Melling: It will be continuous. Will there be one silver bullet? I don’t think so. There is nothing that will make the problems associated with debug disappear. We will continue to improve. We are constantly learning from our customers and where their challenges are, where the hardest problems are, and continuing to pound down the nail.

Strasser: I see assisted debug, not autonomous debug. You get aids from the system, what to look at. Something that tells you what is wrong and what to change. That is not in the foreseeable future.

Olen: Engineers, both design and verification, still have highly gainful employment for the foreseeable future. But I agree, there is a continuum of developments. There are some that we are all working on that one could consider crawling in terms of applying machine learning techniques to verification, to coverage and to debug. They will continue to evolve.

Melling: And get more sophisticated.

Olen: We have talked about some examples today. Is it fully automated? Not quite yet. We mentioned things like arbitration, out of order analysis. Those types of things are happening right now in emulation.

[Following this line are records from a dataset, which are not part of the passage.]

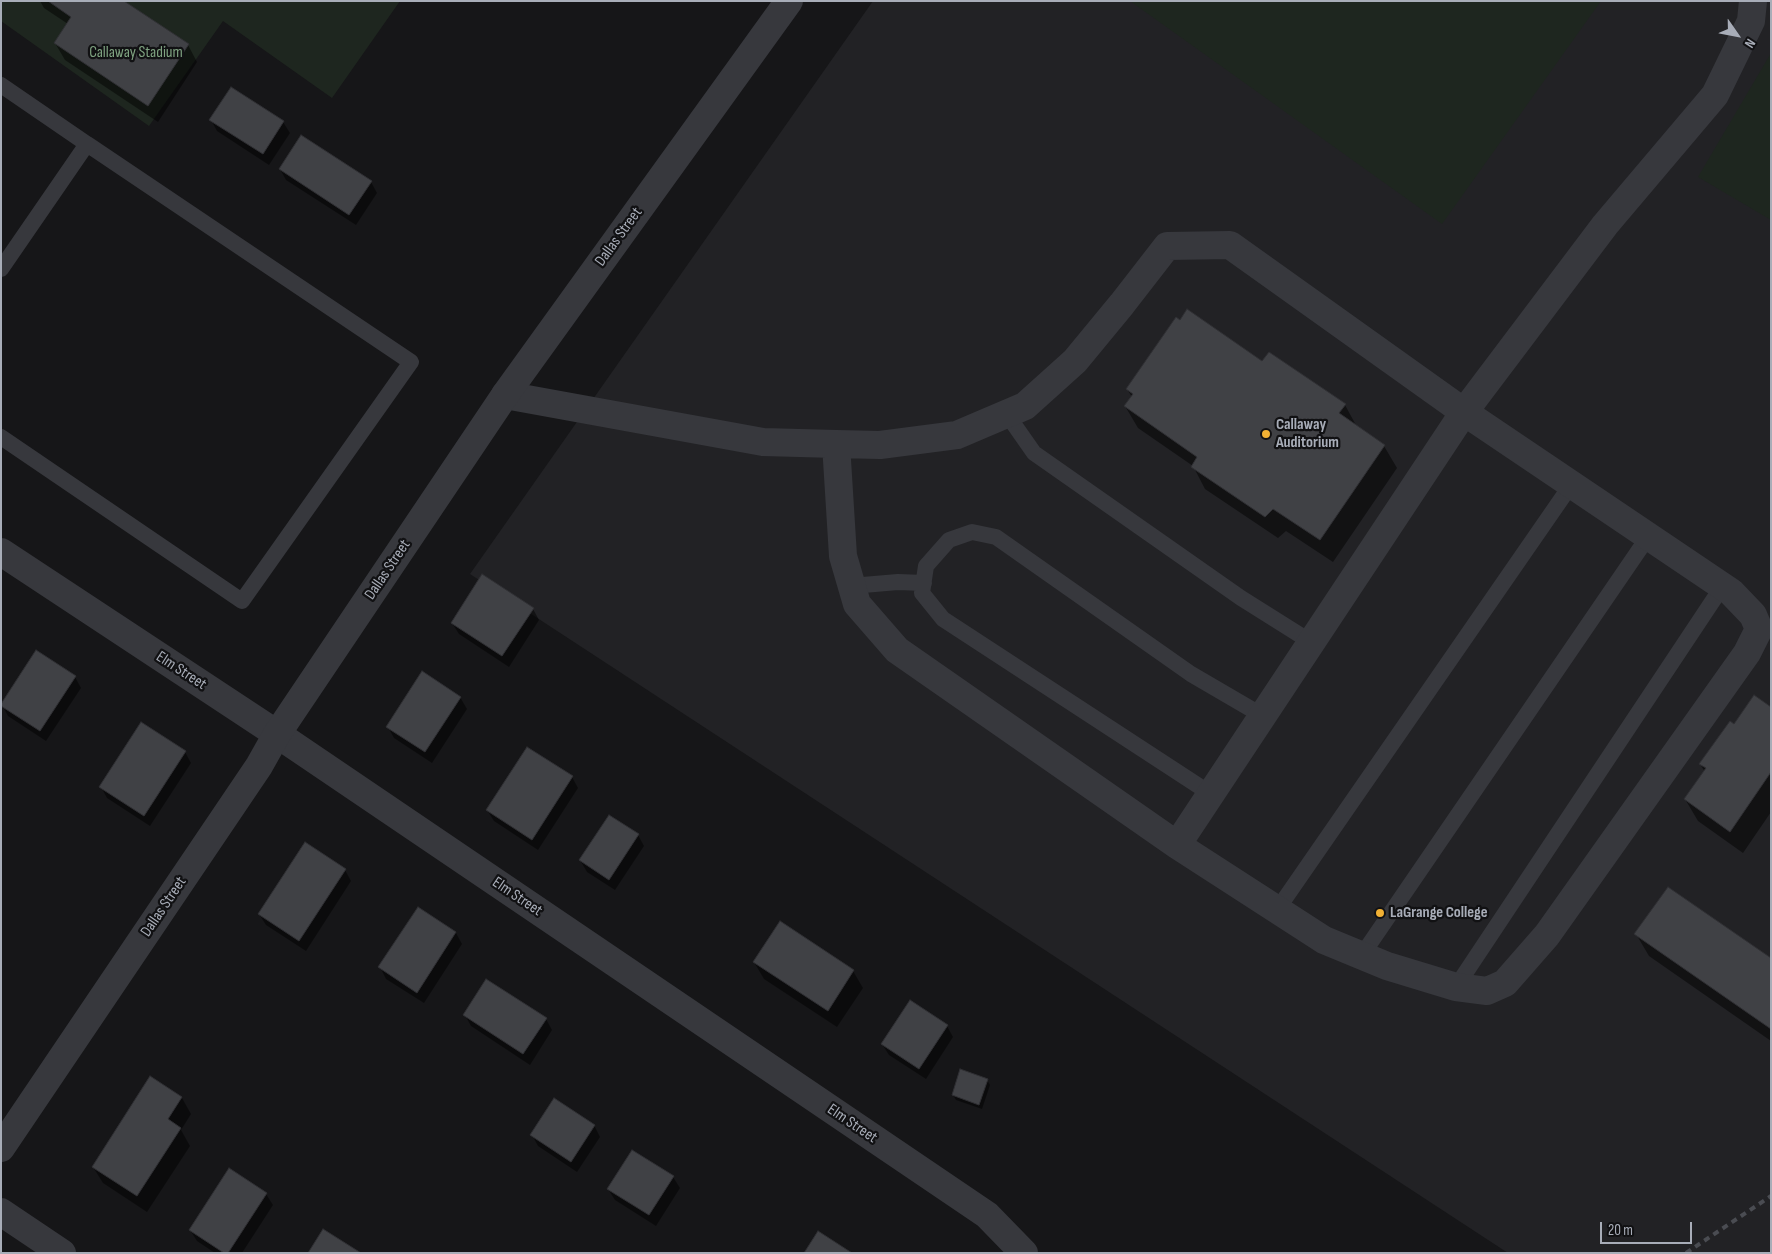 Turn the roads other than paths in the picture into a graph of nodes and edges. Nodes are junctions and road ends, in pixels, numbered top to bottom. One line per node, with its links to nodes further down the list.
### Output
1 (789, 1): 6 (street, Dallas Street)
2 (1754, 1): 7 (street)
3 (1, 85): 4 (lane)
4 (88, 144): 5 (lane); 9 (lane)
5 (1, 269)
6 (505, 395): 10 (street); 19 (street, Dallas Street)
7 (1464, 412): 8 (street); 11 (street); 17 (street)
8 (1006, 413): 10 (street); 17 (lane)
9 (1, 437)
10 (836, 444): 15 (street)
11 (1572, 485): 12 (street); 22 (lane)
12 (1648, 536): 16 (street); 23 (lane)
13 (1, 552): 19 (street, Elm Street)
14 (924, 583): 15 (lane); 18 (lane); 20 (lane)
15 (851, 586): 21 (street)
16 (1722, 587): 24 (lane); 24 (street)
17 (1311, 642): 18 (street)
18 (1263, 716): 20 (street)
19 (277, 734): 25 (street, Dallas Street); 28 (street, Elm Street)
20 (1211, 794): 21 (street)
21 (1177, 845): 22 (street)
22 (1277, 910): 23 (street)
23 (1362, 955): 24 (street)
24 (1456, 987)
25 (1, 1148)
26 (1, 1212): 27 (street)
27 (62, 1253)
28 (1024, 1253)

Fish: One impact that machine learning has had on all of us is that there are nice new chips that started from a clean sheet of paper. It has been a while since we had many of those. For a number of years, there has been 20% change between chips. In the past few years, be it related to training or inferencing, there are blank sheets of paper. They are able to do things differently.

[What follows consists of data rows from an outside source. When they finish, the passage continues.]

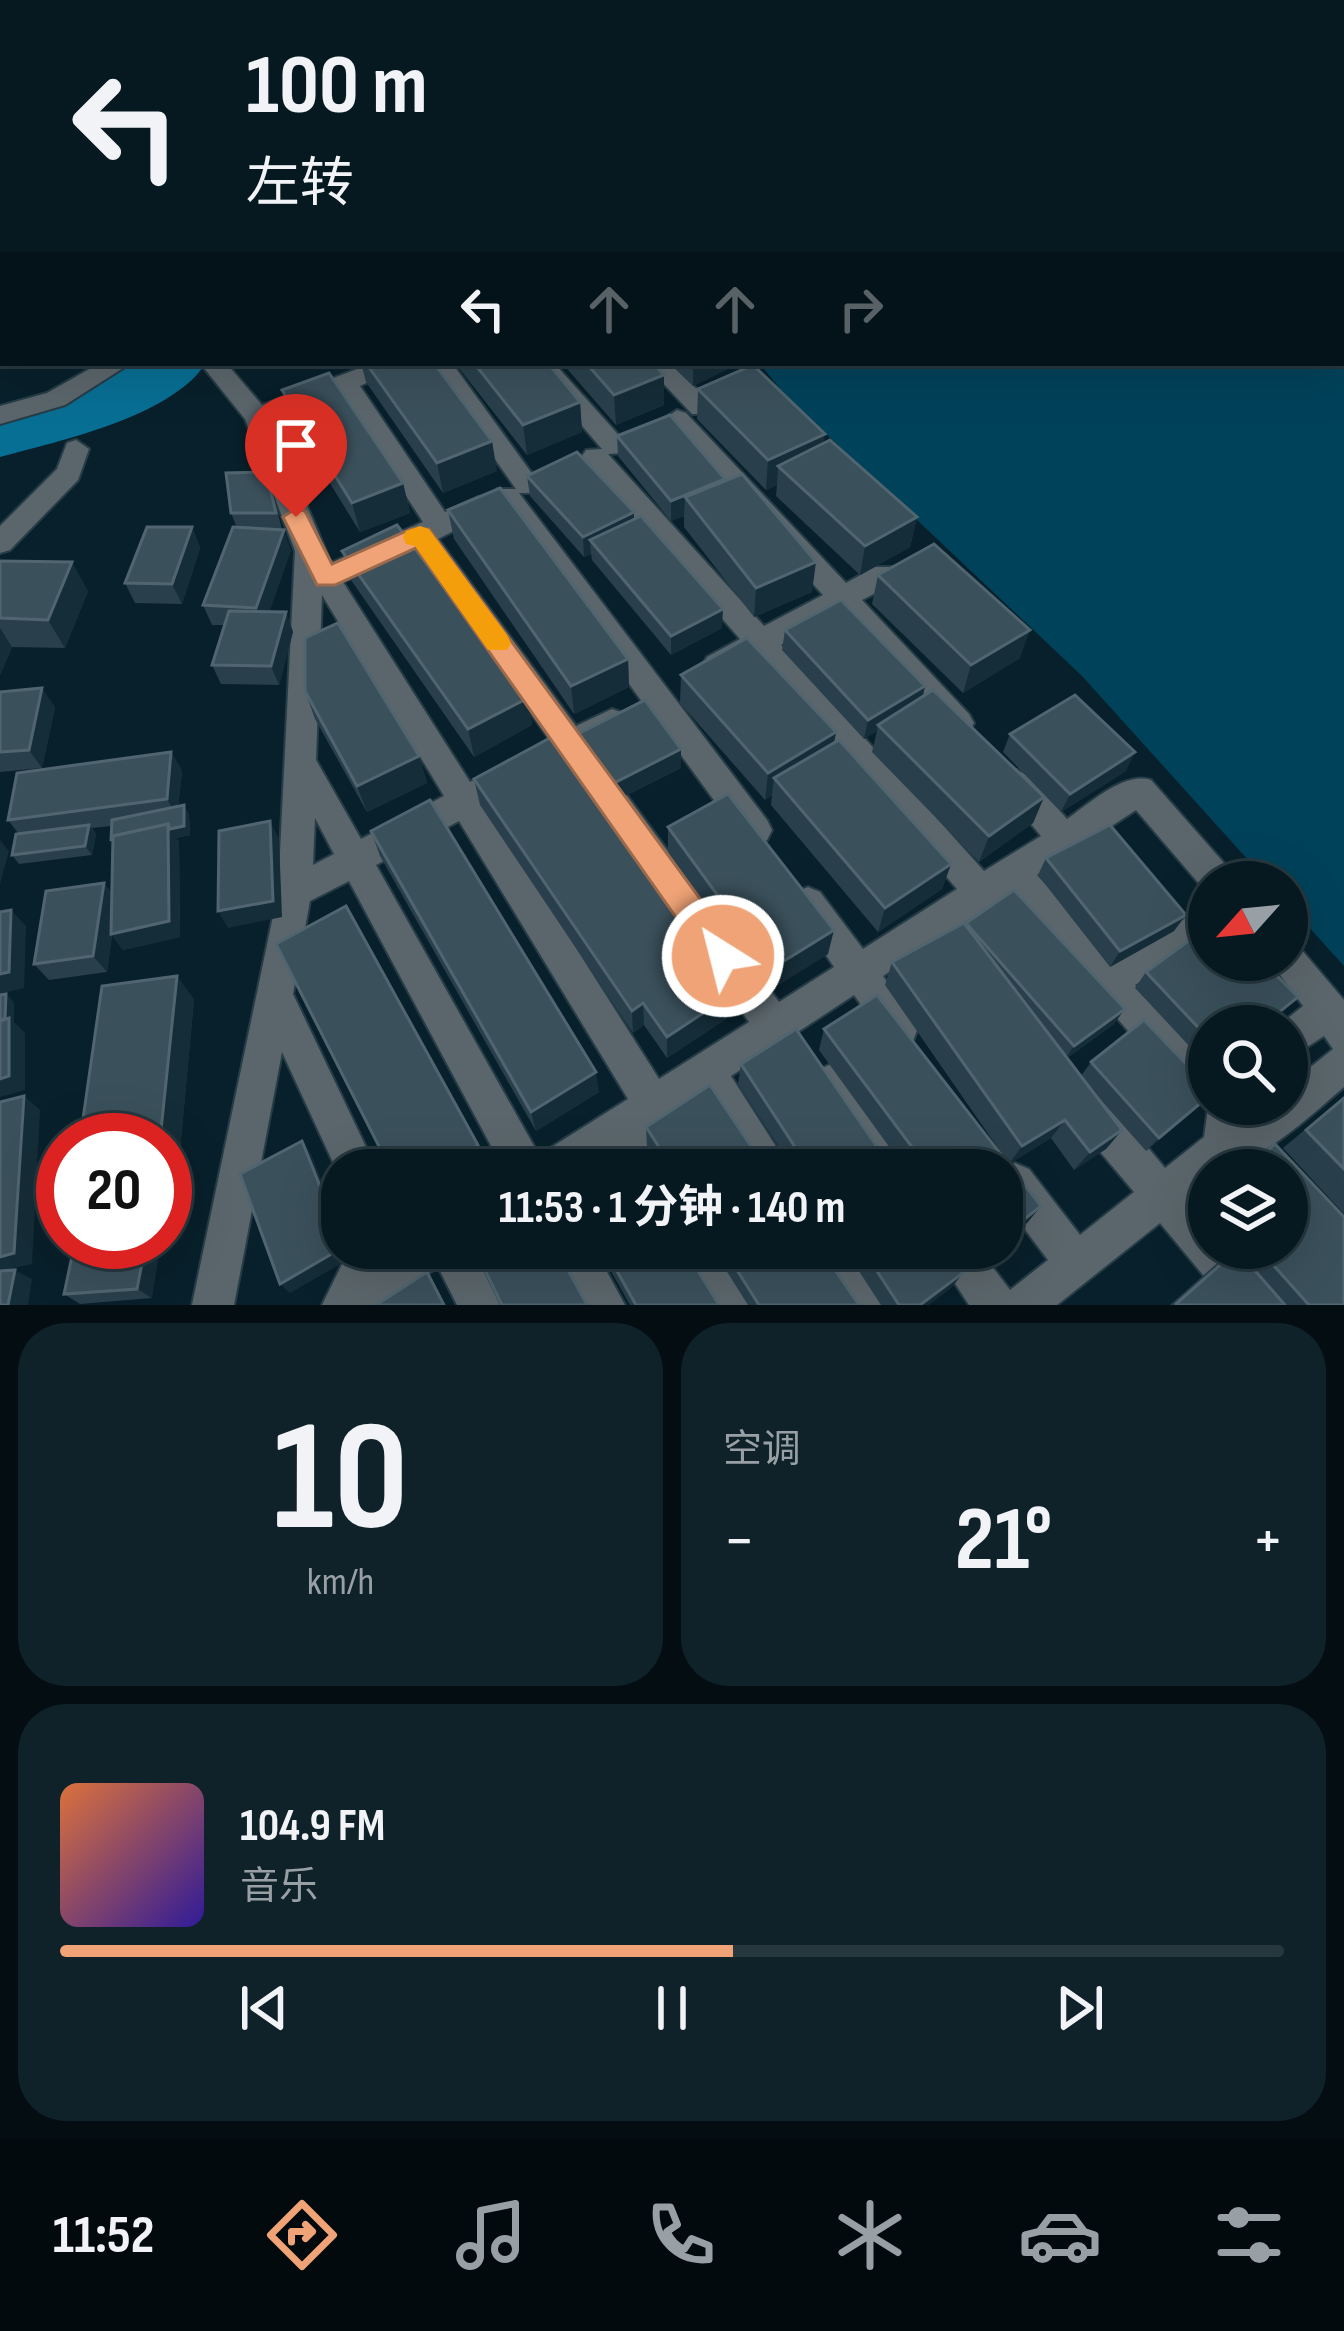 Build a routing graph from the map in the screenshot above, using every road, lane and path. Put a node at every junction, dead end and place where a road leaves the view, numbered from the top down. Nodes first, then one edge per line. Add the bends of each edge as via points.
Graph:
1 (114, 366) edge
2 (215, 366) edge
3 (389, 366) edge
4 (441, 366) edge
5 (545, 366) edge
6 (656, 366) edge
7 (345, 383) junction
8 (0, 415) edge
9 (257, 416) junction
10 (656, 428) junction
11 (76, 449) dead end
12 (518, 491) junction
13 (430, 531) junction
14 (0, 543) edge
15 (314, 572) junction
16 (886, 575) edge
17 (842, 598) junction
18 (760, 643) junction
19 (678, 686) junction
20 (571, 744) junction
21 (300, 759) junction
22 (465, 801) junction
23 (1064, 838) junction
24 (353, 860) junction
25 (1201, 861) edge
26 (1012, 872) junction
27 (295, 892) junction
28 (981, 892) junction
29 (939, 919) junction
30 (1188, 934) edge
31 (968, 956) edge
32 (858, 971) junction
33 (1109, 981) junction
34 (1304, 981) edge
35 (274, 994) junction
36 (1336, 1022) edge
37 (779, 1023) junction
38 (1308, 1033) edge
39 (926, 1063) edge
40 (1344, 1063) edge
41 (1188, 1067) edge
42 (706, 1071) junction
43 (1072, 1086) edge
44 (639, 1114) junction
45 (1225, 1125) edge
46 (1223, 1147) junction
47 (347, 1149) edge
48 (514, 1149) edge
49 (585, 1149) edge
50 (648, 1149) edge
51 (758, 1149) edge
52 (878, 1149) edge
53 (1023, 1194) edge
54 (1160, 1196) junction
55 (222, 1262) junction
56 (1076, 1264) junction
57 (362, 1269) edge
58 (398, 1269) edge
59 (461, 1269) edge
60 (583, 1269) edge
61 (715, 1269) edge
62 (837, 1269) edge
63 (967, 1269) edge
64 (344, 1304) edge
65 (213, 1305) edge
66 (236, 1305) edge
67 (479, 1305) edge
68 (604, 1305) edge
69 (737, 1305) edge
70 (861, 1305) edge
71 (994, 1305) edge
72 (1024, 1305) edge
73 (1256, 1305) edge

1 - 8 street via 56,399
2 - 9 street
3 - 7 street
4 - 12 street
5 - 10 street
6 - 10 street
7 - 9 street
7 - 13 street
9 - 15 street
10 - 12 street
10 - 17 street
10 - 18 street
11 - 14 street via 68,473
12 - 13 street
12 - 19 street
13 - 15 street
13 - 20 street
15 - 21 street
15 - 22 street
16 - 17 street
17 - 18 street
17 - 23 street
18 - 19 street
18 - 28 street
19 - 20 street
19 - 32 street via 784,871
20 - 22 street
20 - 37 street
21 - 24 street
21 - 27 street
22 - 24 street
22 - 44 street
23 - 25 street via 1139,790
23 - 26 street
24 - 27 street
24 - 48 street
26 - 28 street
26 - 33 street
27 - 35 street
28 - 29 street
29 - 31 street
29 - 32 street
30 - 33 street
32 - 37 street
32 - 39 street
33 - 41 street
34 - 36 street
35 - 47 street
35 - 55 street
36 - 38 street
37 - 42 street
37 - 52 street
40 - 46 street via 1264,1130
42 - 44 street
42 - 51 street
43 - 54 street
44 - 49 street
44 - 50 street
45 - 46 street
46 - 54 street
53 - 56 street
54 - 56 street
54 - 73 street
55 - 65 street
55 - 66 street
56 - 72 street
57 - 64 street
58 - 64 street
59 - 67 street
60 - 68 street
61 - 69 street
62 - 70 street
63 - 71 street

Melling: And they are big and complex and they take big datasets being run through them, and that is why we are seeing the boom in the emulation space. It isn’t a ‘nice-to-have’ anymore. It is a ‘must-have.’

Fish: Yes, the vast majority of our customers use emulators or FPGA prototypes.

SE: Any progress in stopping bugs from going in in the first place?

Olen: We should start talking about design for debug.

Fish: I am a believer in high-level synthesis for certain applications. If you can write fewer lines of C code to describe something, you are likely to generate fewer bugs.

Olen: So the creation of bugs is going to shift left.